PROBLEM DESCRIPTION:
Reproduce the entries that follow precisely, setting aside any images.

□ □ □ □

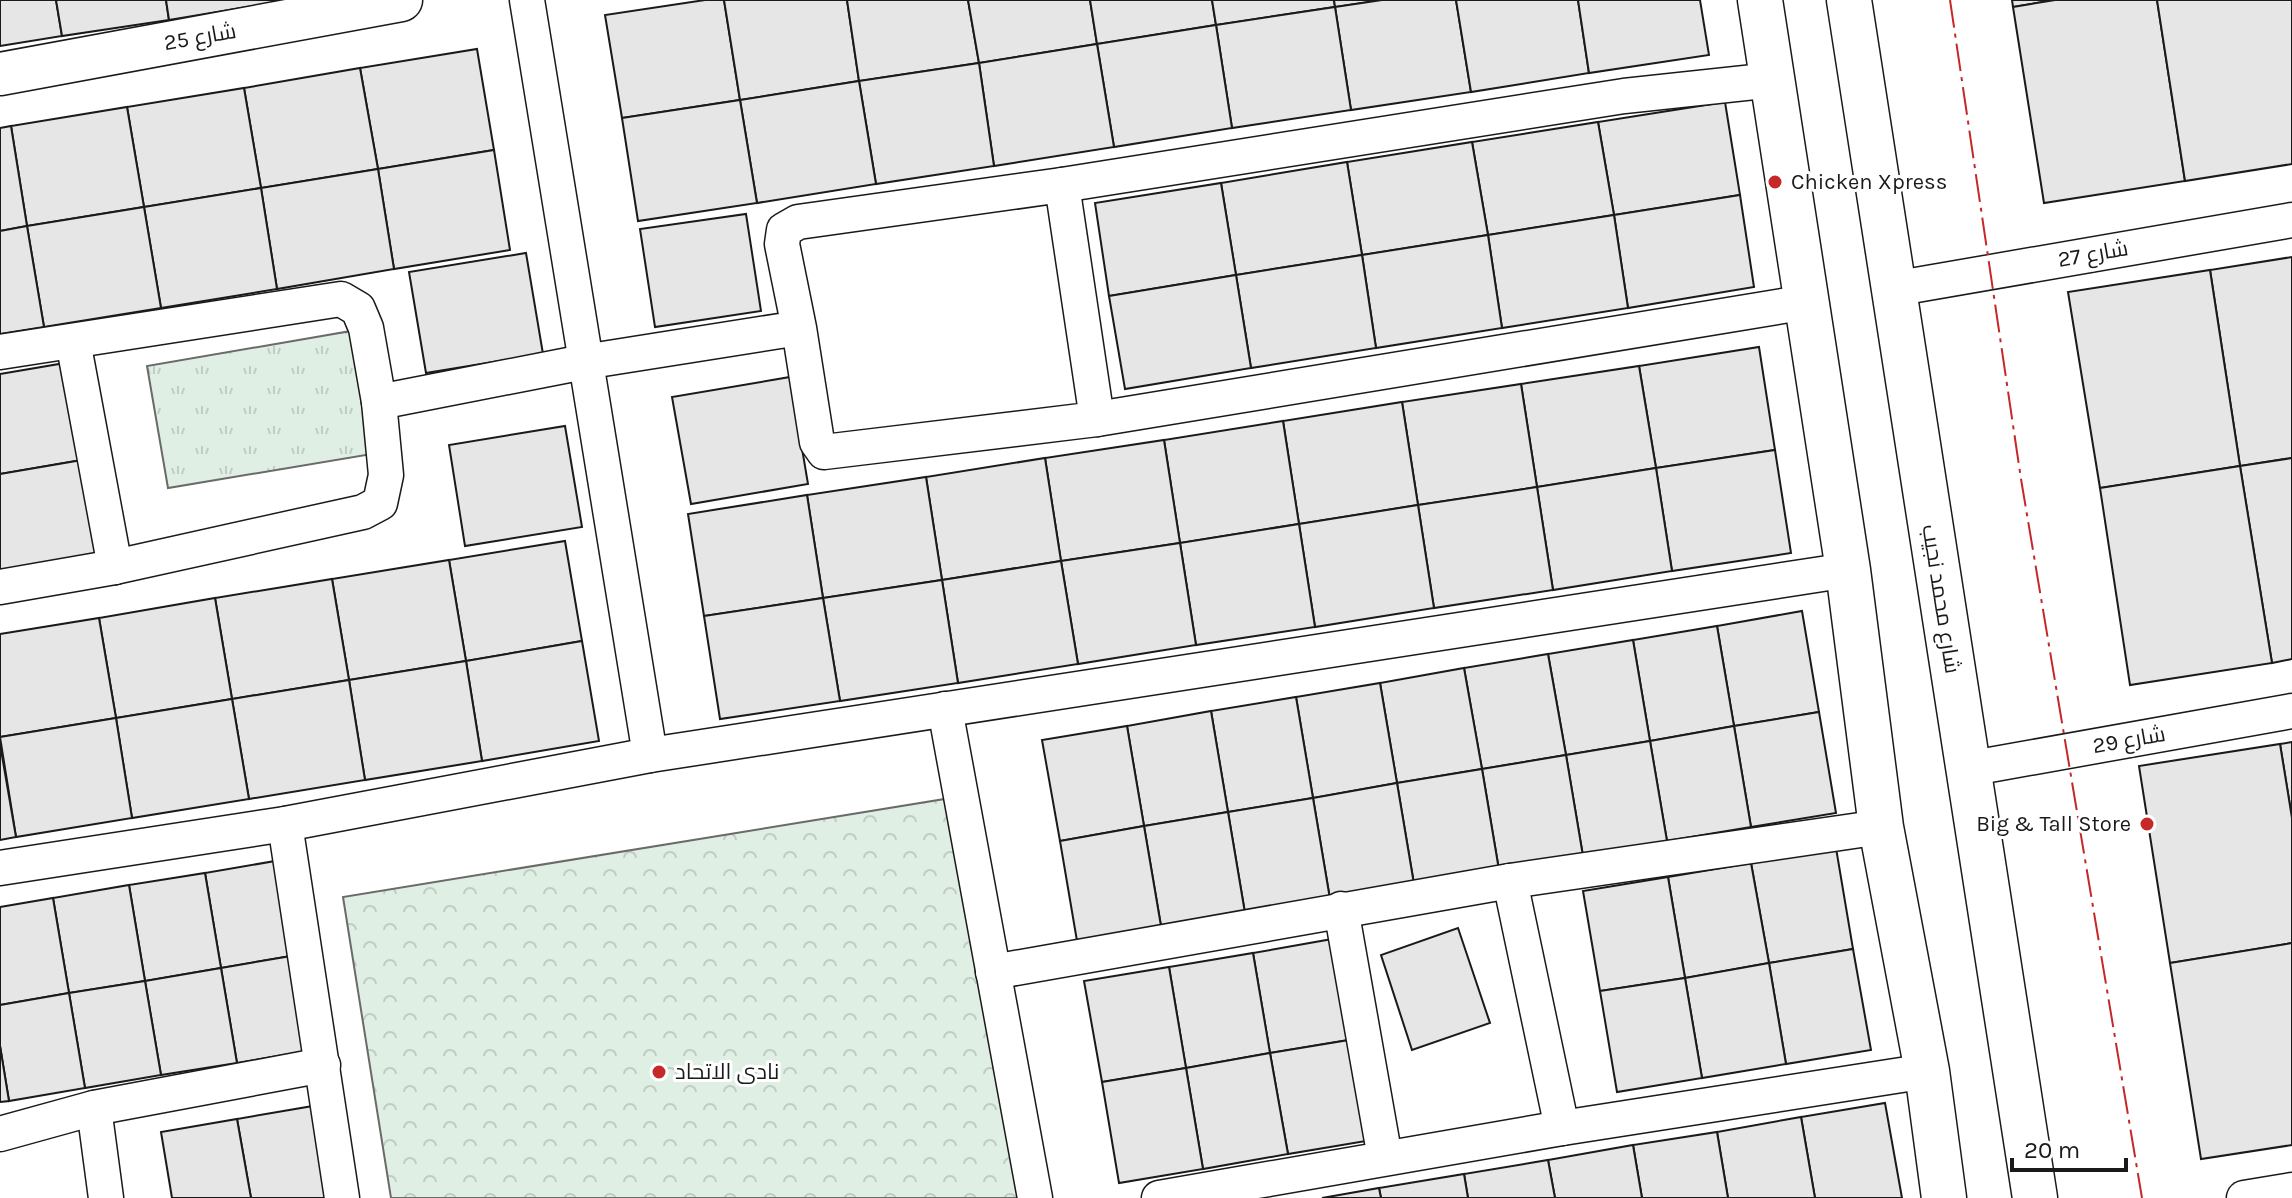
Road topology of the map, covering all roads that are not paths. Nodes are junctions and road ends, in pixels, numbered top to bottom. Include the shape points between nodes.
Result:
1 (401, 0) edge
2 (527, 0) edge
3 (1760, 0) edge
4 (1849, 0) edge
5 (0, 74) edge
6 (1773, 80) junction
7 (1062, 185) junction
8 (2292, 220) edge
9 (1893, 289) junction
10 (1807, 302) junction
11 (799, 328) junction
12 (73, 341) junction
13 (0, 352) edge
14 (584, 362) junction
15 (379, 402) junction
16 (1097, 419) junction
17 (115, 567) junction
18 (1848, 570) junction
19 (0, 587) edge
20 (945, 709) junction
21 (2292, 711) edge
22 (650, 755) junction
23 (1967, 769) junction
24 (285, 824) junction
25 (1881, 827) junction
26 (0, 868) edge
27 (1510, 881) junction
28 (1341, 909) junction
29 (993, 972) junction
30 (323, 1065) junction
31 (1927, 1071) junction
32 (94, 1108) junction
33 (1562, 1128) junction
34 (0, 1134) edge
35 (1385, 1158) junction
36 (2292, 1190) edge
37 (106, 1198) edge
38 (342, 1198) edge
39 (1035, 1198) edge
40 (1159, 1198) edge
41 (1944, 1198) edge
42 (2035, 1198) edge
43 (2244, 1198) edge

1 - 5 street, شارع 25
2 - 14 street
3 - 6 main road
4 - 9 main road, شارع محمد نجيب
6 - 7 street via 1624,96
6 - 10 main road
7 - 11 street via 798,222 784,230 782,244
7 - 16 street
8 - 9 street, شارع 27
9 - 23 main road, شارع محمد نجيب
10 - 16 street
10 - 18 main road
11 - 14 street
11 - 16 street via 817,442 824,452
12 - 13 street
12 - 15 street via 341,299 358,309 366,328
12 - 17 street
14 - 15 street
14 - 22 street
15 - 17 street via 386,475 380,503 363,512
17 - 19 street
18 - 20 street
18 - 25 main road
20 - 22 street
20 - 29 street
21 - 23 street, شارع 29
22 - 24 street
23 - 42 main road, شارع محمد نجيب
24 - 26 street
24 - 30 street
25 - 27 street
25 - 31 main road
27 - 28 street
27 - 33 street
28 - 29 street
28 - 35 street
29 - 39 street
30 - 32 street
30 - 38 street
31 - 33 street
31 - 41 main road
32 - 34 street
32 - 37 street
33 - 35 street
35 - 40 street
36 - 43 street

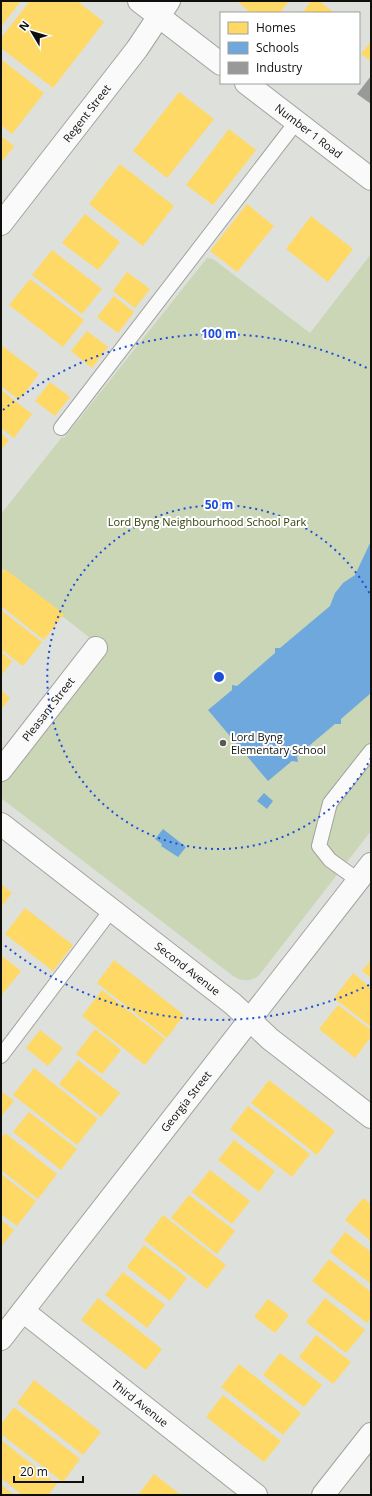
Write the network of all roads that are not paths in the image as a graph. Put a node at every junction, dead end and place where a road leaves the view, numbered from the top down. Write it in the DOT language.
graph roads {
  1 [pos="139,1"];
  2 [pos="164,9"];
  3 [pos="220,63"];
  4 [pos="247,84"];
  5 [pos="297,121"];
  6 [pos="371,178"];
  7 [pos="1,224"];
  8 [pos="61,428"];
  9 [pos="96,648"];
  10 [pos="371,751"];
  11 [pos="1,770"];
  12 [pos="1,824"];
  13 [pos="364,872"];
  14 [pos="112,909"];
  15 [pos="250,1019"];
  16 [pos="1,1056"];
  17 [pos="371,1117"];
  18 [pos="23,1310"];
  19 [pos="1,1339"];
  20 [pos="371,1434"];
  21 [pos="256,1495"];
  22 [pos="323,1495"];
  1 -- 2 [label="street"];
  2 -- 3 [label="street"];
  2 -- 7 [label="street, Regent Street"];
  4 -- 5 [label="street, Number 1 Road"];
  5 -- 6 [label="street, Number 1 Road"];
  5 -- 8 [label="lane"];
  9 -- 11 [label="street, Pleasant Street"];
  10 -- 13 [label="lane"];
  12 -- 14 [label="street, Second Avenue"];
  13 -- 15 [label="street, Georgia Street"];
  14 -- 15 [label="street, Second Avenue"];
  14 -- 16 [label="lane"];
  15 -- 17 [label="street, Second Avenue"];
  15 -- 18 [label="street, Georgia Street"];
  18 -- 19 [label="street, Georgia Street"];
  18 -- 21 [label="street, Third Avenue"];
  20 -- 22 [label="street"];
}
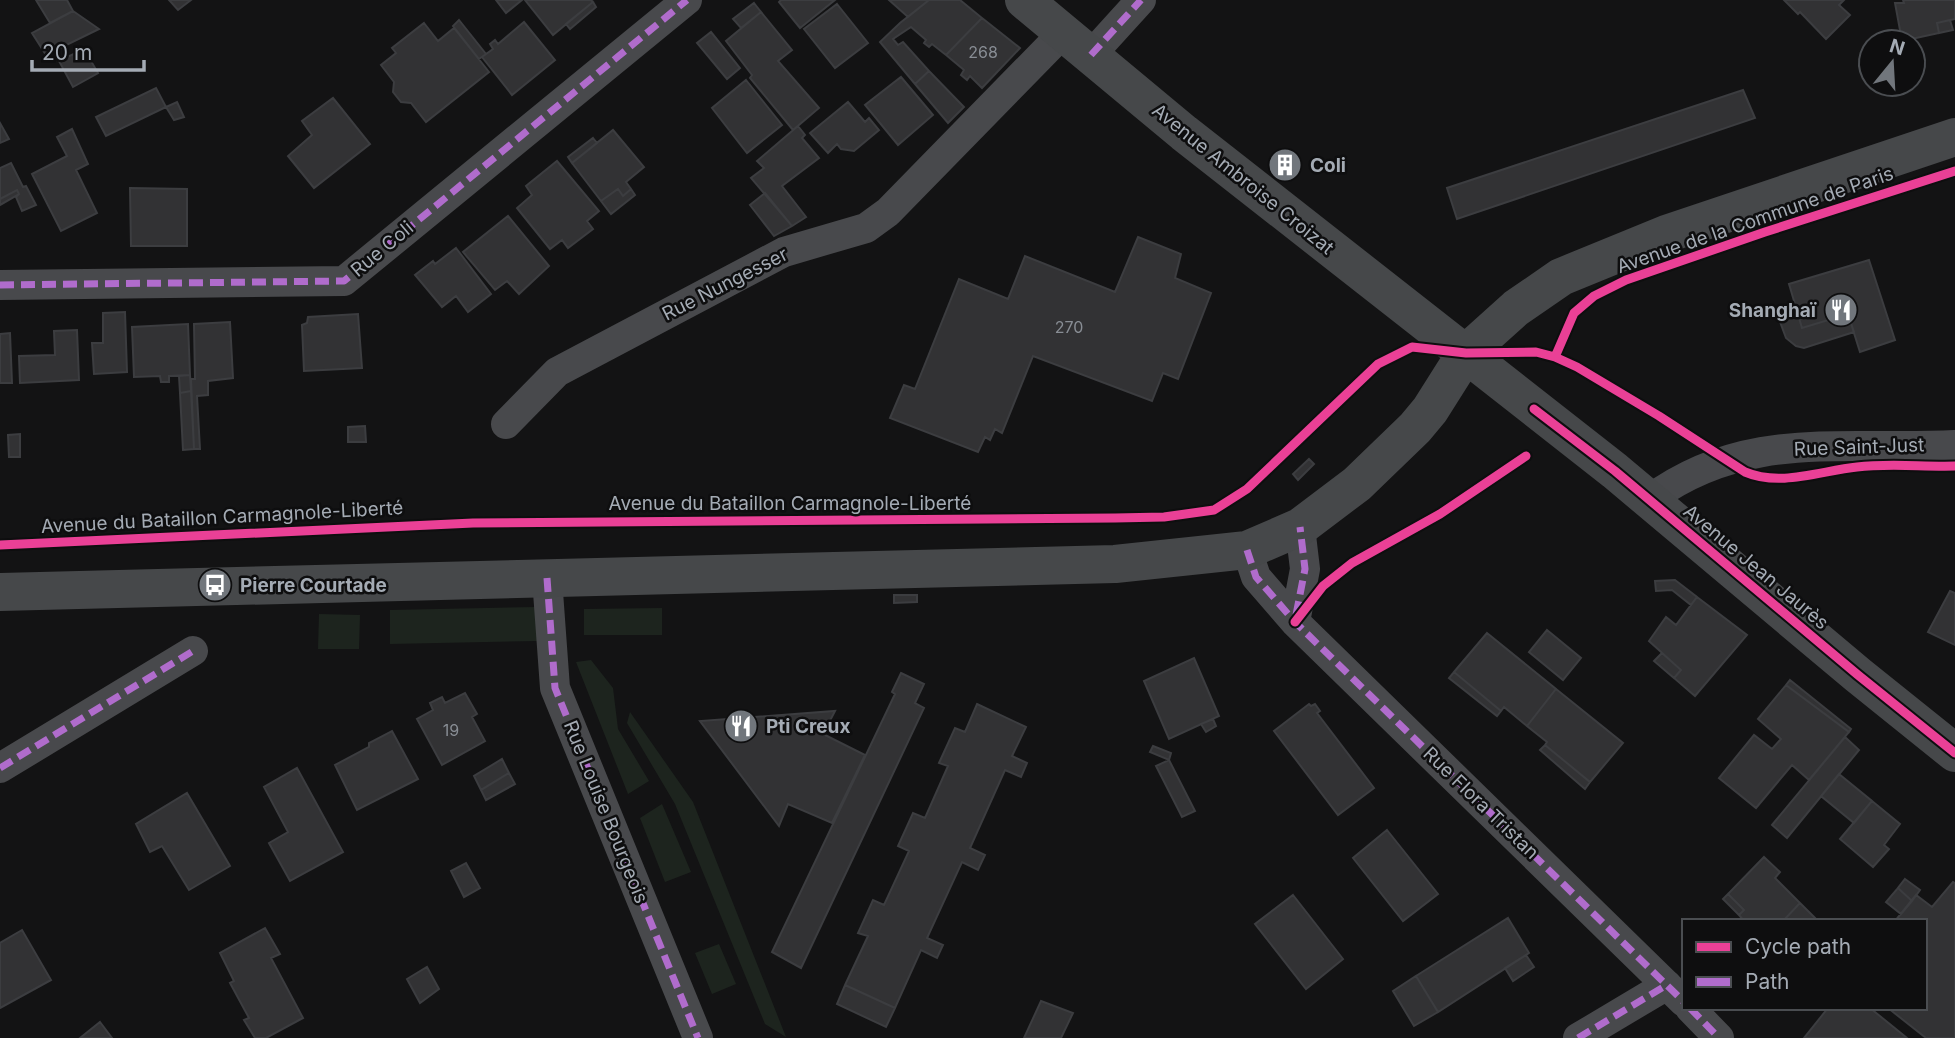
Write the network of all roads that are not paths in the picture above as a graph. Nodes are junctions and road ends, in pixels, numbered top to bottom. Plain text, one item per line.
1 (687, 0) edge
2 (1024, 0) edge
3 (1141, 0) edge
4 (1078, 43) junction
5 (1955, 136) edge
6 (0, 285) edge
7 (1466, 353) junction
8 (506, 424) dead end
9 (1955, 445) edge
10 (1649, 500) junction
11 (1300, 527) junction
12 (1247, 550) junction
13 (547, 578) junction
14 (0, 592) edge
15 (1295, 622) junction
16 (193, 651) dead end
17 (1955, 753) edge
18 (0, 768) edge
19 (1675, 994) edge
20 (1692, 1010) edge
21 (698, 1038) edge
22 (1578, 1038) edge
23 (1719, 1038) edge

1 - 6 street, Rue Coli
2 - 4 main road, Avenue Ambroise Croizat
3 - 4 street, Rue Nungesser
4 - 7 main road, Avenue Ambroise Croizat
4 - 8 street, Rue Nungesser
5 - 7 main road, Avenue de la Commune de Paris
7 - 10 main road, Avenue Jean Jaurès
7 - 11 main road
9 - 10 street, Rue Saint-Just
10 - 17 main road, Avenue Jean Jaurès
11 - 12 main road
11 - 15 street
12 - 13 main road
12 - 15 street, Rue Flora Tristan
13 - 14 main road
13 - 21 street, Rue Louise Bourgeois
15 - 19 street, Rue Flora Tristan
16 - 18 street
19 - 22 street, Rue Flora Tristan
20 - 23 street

□ □ □ □

RESPONSE TO THE EXERCISE:
Road topology of the map, covering all roads that are not paths. Nodes are junctions and road ends, in pixels, numbered top to bottom. Include the shape points between nodes.
Result:
1 (401, 0) edge
2 (527, 0) edge
3 (1760, 0) edge
4 (1849, 0) edge
5 (0, 74) edge
6 (1773, 80) junction
7 (1062, 185) junction
8 (2292, 220) edge
9 (1893, 289) junction
10 (1807, 302) junction
11 (799, 328) junction
12 (73, 341) junction
13 (0, 352) edge
14 (584, 362) junction
15 (379, 402) junction
16 (1097, 419) junction
17 (115, 567) junction
18 (1848, 570) junction
19 (0, 587) edge
20 (945, 709) junction
21 (2292, 711) edge
22 (650, 755) junction
23 (1967, 769) junction
24 (285, 824) junction
25 (1881, 827) junction
26 (0, 868) edge
27 (1510, 881) junction
28 (1341, 909) junction
29 (993, 972) junction
30 (323, 1065) junction
31 (1927, 1071) junction
32 (94, 1108) junction
33 (1562, 1128) junction
34 (0, 1134) edge
35 (1385, 1158) junction
36 (2292, 1190) edge
37 (106, 1198) edge
38 (342, 1198) edge
39 (1035, 1198) edge
40 (1159, 1198) edge
41 (1944, 1198) edge
42 (2035, 1198) edge
43 (2244, 1198) edge

1 - 5 street, شارع 25
2 - 14 street
3 - 6 main road
4 - 9 main road, شارع محمد نجيب
6 - 7 street via 1624,96
6 - 10 main road
7 - 11 street via 798,222 784,230 782,244
7 - 16 street
8 - 9 street, شارع 27
9 - 23 main road, شارع محمد نجيب
10 - 16 street
10 - 18 main road
11 - 14 street
11 - 16 street via 817,442 824,452
12 - 13 street
12 - 15 street via 341,299 358,309 366,328
12 - 17 street
14 - 15 street
14 - 22 street
15 - 17 street via 386,475 380,503 363,512
17 - 19 street
18 - 20 street
18 - 25 main road
20 - 22 street
20 - 29 street
21 - 23 street, شارع 29
22 - 24 street
23 - 42 main road, شارع محمد نجيب
24 - 26 street
24 - 30 street
25 - 27 street
25 - 31 main road
27 - 28 street
27 - 33 street
28 - 29 street
28 - 35 street
29 - 39 street
30 - 32 street
30 - 38 street
31 - 33 street
31 - 41 main road
32 - 34 street
32 - 37 street
33 - 35 street
35 - 40 street
36 - 43 street

Write the network of all roads that are not paths in the image as a graph. Put a node at every junction, dead end and place where a road leaves the view, numbered from the top down. Write it in the DOT language.
graph roads {
  1 [pos="139,1"];
  2 [pos="164,9"];
  3 [pos="220,63"];
  4 [pos="247,84"];
  5 [pos="297,121"];
  6 [pos="371,178"];
  7 [pos="1,224"];
  8 [pos="61,428"];
  9 [pos="96,648"];
  10 [pos="371,751"];
  11 [pos="1,770"];
  12 [pos="1,824"];
  13 [pos="364,872"];
  14 [pos="112,909"];
  15 [pos="250,1019"];
  16 [pos="1,1056"];
  17 [pos="371,1117"];
  18 [pos="23,1310"];
  19 [pos="1,1339"];
  20 [pos="371,1434"];
  21 [pos="256,1495"];
  22 [pos="323,1495"];
  1 -- 2 [label="street"];
  2 -- 3 [label="street"];
  2 -- 7 [label="street, Regent Street"];
  4 -- 5 [label="street, Number 1 Road"];
  5 -- 6 [label="street, Number 1 Road"];
  5 -- 8 [label="lane"];
  9 -- 11 [label="street, Pleasant Street"];
  10 -- 13 [label="lane"];
  12 -- 14 [label="street, Second Avenue"];
  13 -- 15 [label="street, Georgia Street"];
  14 -- 15 [label="street, Second Avenue"];
  14 -- 16 [label="lane"];
  15 -- 17 [label="street, Second Avenue"];
  15 -- 18 [label="street, Georgia Street"];
  18 -- 19 [label="street, Georgia Street"];
  18 -- 21 [label="street, Third Avenue"];
  20 -- 22 [label="street"];
}
Write the network of all roads that are not paths in the picture above as a graph. Nodes are junctions and road ends, in pixels, numbered top to bottom. Plain text, one item per line.
1 (687, 0) edge
2 (1024, 0) edge
3 (1141, 0) edge
4 (1078, 43) junction
5 (1955, 136) edge
6 (0, 285) edge
7 (1466, 353) junction
8 (506, 424) dead end
9 (1955, 445) edge
10 (1649, 500) junction
11 (1300, 527) junction
12 (1247, 550) junction
13 (547, 578) junction
14 (0, 592) edge
15 (1295, 622) junction
16 (193, 651) dead end
17 (1955, 753) edge
18 (0, 768) edge
19 (1675, 994) edge
20 (1692, 1010) edge
21 (698, 1038) edge
22 (1578, 1038) edge
23 (1719, 1038) edge

1 - 6 street, Rue Coli
2 - 4 main road, Avenue Ambroise Croizat
3 - 4 street, Rue Nungesser
4 - 7 main road, Avenue Ambroise Croizat
4 - 8 street, Rue Nungesser
5 - 7 main road, Avenue de la Commune de Paris
7 - 10 main road, Avenue Jean Jaurès
7 - 11 main road
9 - 10 street, Rue Saint-Just
10 - 17 main road, Avenue Jean Jaurès
11 - 12 main road
11 - 15 street
12 - 13 main road
12 - 15 street, Rue Flora Tristan
13 - 14 main road
13 - 21 street, Rue Louise Bourgeois
15 - 19 street, Rue Flora Tristan
16 - 18 street
19 - 22 street, Rue Flora Tristan
20 - 23 street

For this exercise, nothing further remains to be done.